▶ **DATA RECORDS**
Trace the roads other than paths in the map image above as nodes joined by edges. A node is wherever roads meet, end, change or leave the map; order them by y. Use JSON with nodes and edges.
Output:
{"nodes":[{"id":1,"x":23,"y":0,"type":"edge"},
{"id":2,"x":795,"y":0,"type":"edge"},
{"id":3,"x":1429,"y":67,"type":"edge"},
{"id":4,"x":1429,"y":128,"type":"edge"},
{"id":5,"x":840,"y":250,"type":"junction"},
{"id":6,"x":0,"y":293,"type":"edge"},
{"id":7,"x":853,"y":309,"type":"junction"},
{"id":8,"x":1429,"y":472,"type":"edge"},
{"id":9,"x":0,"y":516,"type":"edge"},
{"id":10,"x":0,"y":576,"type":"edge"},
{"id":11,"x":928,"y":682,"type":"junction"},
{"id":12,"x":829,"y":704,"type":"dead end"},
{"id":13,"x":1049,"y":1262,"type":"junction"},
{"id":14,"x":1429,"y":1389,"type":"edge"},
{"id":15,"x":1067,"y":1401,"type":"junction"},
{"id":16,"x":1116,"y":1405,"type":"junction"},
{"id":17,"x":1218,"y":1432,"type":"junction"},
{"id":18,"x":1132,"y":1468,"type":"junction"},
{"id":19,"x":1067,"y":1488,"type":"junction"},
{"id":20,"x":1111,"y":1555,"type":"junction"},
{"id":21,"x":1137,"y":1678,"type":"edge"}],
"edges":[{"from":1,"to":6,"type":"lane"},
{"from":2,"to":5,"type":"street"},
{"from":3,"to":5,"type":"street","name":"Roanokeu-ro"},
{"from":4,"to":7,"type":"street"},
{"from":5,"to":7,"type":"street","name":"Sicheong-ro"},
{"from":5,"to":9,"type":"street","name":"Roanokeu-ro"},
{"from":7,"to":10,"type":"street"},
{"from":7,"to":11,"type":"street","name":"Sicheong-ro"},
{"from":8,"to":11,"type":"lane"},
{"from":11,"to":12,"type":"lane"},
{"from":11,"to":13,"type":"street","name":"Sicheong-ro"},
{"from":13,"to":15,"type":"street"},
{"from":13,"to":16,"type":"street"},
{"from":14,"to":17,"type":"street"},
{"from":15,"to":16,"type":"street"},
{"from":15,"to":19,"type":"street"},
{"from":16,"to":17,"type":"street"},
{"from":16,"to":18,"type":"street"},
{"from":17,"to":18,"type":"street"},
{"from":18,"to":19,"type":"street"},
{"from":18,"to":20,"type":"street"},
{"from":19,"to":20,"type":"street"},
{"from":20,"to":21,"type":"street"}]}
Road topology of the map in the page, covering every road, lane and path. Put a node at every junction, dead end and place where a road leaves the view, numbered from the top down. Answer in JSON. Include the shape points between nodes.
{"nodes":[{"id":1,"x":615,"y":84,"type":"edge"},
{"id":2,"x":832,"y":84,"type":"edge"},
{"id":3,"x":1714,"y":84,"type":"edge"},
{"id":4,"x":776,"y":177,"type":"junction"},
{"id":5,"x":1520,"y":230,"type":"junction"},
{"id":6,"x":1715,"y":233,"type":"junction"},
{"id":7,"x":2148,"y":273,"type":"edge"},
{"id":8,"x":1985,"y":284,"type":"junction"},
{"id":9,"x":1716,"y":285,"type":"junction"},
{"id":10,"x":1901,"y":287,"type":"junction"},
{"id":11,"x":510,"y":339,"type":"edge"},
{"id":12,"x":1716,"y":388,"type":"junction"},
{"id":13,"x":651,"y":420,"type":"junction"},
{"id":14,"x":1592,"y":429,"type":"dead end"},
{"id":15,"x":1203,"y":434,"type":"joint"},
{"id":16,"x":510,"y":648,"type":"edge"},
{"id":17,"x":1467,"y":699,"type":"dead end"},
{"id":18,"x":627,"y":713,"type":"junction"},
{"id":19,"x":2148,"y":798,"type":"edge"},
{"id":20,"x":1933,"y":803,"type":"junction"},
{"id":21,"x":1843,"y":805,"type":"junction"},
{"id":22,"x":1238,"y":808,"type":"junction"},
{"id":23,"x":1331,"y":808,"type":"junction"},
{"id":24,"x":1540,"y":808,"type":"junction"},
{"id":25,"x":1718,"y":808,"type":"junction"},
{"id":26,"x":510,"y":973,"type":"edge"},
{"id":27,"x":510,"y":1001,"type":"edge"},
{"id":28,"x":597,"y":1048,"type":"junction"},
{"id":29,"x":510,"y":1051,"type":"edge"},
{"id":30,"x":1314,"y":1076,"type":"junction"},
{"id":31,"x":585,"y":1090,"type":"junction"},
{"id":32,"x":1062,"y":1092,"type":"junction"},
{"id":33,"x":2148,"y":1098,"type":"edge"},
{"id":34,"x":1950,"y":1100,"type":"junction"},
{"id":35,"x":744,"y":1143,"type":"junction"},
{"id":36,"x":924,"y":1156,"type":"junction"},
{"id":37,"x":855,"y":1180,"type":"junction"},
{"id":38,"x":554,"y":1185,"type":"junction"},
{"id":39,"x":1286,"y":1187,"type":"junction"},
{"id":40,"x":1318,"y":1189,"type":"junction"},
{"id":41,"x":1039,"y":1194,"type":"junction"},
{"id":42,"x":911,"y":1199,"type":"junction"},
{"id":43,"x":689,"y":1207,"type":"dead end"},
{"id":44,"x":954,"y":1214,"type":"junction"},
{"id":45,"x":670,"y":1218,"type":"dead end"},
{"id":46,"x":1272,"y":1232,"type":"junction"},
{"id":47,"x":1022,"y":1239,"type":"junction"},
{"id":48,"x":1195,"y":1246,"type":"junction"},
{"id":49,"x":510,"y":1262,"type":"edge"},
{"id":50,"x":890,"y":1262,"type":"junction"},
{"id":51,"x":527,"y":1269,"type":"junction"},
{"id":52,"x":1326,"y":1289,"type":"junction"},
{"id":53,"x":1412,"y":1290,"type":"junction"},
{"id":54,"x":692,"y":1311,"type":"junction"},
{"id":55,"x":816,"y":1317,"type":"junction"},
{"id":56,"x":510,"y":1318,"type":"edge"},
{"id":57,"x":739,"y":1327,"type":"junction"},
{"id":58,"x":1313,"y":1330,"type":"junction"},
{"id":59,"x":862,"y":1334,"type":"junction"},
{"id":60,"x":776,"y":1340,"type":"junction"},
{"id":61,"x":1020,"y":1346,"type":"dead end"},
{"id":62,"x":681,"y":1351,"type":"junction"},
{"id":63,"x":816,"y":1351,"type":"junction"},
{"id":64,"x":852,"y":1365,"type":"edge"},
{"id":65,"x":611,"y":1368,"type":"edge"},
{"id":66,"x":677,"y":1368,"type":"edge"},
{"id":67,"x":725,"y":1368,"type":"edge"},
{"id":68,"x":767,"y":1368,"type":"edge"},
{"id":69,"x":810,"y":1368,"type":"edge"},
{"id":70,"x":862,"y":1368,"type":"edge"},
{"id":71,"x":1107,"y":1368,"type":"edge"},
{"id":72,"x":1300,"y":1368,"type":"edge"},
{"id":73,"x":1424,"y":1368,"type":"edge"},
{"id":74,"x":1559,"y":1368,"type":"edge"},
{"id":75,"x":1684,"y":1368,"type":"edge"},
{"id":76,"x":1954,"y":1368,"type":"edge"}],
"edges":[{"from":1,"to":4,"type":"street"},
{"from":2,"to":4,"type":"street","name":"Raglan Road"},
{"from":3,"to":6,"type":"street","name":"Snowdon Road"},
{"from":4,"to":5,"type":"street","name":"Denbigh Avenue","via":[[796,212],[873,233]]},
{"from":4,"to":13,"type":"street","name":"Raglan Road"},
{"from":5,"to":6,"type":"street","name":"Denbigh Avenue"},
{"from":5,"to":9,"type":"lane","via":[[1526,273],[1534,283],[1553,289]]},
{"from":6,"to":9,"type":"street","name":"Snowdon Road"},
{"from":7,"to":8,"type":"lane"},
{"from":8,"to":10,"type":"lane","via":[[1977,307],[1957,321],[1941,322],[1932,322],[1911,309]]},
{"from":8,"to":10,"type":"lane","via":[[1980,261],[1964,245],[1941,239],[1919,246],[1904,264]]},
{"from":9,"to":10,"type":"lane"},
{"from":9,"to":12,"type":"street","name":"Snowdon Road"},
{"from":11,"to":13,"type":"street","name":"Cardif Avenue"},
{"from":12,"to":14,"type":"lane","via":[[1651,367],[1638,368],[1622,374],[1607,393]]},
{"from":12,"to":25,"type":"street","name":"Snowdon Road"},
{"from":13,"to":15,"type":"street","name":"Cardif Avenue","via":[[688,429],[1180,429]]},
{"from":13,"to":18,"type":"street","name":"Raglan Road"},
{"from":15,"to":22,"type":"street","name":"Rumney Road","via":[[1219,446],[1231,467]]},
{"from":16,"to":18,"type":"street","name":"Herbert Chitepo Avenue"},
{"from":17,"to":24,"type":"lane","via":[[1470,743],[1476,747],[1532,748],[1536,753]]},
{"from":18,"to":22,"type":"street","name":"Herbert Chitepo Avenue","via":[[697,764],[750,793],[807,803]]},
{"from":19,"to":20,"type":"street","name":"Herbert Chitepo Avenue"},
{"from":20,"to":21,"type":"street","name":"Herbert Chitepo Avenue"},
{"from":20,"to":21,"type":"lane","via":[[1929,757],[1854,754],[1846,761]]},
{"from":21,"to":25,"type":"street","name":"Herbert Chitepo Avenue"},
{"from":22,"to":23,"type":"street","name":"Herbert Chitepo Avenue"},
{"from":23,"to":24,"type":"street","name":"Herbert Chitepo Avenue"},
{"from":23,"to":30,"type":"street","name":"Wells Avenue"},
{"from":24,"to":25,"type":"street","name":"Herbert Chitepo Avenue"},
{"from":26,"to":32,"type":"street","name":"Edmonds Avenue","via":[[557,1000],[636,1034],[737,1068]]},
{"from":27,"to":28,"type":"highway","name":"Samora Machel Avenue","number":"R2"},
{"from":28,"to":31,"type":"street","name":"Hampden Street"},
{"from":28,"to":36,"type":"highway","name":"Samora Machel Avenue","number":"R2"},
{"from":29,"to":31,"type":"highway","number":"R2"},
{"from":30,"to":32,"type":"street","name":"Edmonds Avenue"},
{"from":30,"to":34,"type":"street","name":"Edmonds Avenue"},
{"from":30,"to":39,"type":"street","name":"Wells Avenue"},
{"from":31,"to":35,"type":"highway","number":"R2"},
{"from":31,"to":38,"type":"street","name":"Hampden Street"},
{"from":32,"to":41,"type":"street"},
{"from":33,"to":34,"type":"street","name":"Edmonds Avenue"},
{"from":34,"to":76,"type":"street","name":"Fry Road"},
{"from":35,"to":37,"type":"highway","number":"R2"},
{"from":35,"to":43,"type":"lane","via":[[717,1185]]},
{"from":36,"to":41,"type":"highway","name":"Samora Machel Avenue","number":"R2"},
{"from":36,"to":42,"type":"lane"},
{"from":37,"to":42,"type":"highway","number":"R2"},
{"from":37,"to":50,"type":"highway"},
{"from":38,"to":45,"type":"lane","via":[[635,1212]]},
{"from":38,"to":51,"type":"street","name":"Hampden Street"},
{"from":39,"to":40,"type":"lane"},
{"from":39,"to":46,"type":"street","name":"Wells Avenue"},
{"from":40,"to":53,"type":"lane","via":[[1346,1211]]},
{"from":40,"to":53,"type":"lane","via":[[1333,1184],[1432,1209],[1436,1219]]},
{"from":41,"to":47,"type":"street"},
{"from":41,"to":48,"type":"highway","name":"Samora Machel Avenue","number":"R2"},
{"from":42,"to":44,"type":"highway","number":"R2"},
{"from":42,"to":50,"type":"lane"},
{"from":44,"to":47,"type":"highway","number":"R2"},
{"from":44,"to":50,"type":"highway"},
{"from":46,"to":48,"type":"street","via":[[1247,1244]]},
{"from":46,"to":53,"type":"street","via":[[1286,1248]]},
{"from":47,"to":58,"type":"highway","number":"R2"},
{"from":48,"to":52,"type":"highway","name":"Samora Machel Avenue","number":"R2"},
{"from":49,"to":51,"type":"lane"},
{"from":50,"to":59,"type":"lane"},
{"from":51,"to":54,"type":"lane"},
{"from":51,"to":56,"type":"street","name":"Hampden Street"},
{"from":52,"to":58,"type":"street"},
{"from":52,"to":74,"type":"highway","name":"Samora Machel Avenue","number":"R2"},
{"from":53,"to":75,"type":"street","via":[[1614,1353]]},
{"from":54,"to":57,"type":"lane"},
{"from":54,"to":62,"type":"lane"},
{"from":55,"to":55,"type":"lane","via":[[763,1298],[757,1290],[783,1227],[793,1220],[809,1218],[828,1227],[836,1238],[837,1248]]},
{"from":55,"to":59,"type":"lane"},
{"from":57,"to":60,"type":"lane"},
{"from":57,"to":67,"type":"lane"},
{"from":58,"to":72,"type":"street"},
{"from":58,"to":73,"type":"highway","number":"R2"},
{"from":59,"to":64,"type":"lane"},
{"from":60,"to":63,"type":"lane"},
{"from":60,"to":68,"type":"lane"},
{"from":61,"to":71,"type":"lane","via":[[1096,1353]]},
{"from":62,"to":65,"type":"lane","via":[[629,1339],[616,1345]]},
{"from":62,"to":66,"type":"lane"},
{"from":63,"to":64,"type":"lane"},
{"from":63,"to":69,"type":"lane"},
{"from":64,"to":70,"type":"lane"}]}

▶ **YOUR ASSIGNMENT**
Find and count the lines of the data that include the string "Raglan", and report that figure by itself.

▶ **SOLUTION FOR THIS PROBLEM**
3